WHAT YOU HAVE TO DO: Go through the data line by line. Copy each one holding the string "Corso".
Segment Open
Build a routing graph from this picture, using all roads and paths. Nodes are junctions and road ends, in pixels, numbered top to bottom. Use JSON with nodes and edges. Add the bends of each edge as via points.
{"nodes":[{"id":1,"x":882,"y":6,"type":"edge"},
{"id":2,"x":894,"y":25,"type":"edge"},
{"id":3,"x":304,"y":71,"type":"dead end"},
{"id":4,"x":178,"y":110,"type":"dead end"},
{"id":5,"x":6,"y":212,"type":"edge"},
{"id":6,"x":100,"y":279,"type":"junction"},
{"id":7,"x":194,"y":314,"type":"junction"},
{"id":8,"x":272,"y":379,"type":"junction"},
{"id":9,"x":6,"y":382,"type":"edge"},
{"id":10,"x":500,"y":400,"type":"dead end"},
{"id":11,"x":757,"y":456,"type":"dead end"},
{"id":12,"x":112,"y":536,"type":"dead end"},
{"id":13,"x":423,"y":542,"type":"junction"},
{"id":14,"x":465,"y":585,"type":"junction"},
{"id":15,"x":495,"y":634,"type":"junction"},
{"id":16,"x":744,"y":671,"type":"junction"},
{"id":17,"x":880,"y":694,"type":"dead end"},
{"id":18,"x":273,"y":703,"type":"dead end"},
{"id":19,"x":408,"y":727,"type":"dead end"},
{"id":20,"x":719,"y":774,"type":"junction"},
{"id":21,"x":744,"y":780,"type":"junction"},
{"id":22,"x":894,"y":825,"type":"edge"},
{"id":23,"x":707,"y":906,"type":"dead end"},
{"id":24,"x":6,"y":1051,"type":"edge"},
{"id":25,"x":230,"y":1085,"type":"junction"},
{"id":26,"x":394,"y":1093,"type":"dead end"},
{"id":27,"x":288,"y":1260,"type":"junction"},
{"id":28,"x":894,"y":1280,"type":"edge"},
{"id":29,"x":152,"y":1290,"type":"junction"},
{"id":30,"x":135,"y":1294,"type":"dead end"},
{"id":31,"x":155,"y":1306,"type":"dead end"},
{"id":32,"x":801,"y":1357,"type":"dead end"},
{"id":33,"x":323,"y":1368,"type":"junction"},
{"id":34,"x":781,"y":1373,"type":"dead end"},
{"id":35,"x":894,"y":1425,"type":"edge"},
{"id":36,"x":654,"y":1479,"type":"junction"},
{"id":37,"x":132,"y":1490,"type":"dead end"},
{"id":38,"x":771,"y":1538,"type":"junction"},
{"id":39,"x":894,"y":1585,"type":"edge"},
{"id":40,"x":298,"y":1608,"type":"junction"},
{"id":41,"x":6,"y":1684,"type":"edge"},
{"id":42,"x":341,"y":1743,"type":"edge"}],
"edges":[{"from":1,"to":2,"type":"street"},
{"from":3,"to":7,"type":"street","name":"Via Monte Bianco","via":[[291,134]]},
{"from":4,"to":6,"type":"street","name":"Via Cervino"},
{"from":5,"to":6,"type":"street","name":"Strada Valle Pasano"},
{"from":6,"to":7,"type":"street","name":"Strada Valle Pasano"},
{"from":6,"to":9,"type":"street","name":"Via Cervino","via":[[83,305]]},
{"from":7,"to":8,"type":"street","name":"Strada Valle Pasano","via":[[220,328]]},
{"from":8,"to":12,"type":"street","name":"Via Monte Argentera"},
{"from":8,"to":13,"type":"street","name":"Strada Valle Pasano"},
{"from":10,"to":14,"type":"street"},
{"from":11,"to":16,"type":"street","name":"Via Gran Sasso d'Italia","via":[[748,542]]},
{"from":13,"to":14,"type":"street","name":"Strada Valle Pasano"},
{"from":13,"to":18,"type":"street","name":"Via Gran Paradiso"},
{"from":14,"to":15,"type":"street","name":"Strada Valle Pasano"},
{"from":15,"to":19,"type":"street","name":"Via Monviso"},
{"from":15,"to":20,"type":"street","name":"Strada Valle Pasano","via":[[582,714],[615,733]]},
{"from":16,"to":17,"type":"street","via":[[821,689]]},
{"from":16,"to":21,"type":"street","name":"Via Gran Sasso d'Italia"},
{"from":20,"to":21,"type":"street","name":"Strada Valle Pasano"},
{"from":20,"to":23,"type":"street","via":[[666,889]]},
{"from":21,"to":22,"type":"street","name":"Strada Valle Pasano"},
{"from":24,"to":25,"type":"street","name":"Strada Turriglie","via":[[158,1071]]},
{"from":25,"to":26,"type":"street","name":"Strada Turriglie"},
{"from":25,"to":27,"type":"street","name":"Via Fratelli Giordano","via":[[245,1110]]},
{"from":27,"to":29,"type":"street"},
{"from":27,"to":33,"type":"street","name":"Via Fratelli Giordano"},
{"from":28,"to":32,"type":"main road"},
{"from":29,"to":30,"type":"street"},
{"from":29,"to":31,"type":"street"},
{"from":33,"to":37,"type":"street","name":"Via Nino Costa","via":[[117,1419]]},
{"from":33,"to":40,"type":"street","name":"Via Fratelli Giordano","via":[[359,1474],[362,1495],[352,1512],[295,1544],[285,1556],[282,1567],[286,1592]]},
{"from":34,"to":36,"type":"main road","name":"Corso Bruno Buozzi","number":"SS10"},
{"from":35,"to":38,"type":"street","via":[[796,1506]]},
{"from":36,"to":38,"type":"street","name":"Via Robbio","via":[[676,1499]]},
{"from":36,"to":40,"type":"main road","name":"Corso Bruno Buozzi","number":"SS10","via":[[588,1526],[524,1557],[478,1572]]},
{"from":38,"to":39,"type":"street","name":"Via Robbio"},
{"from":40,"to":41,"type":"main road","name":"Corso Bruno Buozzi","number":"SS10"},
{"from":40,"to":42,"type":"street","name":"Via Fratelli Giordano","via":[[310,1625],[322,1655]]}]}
Segment Closed
YOUR RESPONSE:
{"from":34,"to":36,"type":"main road","name":"Corso Bruno Buozzi","number":"SS10"},
{"from":36,"to":40,"type":"main road","name":"Corso Bruno Buozzi","number":"SS10","via":[[588,1526],[524,1557],[478,1572]]},
{"from":40,"to":41,"type":"main road","name":"Corso Bruno Buozzi","number":"SS10"},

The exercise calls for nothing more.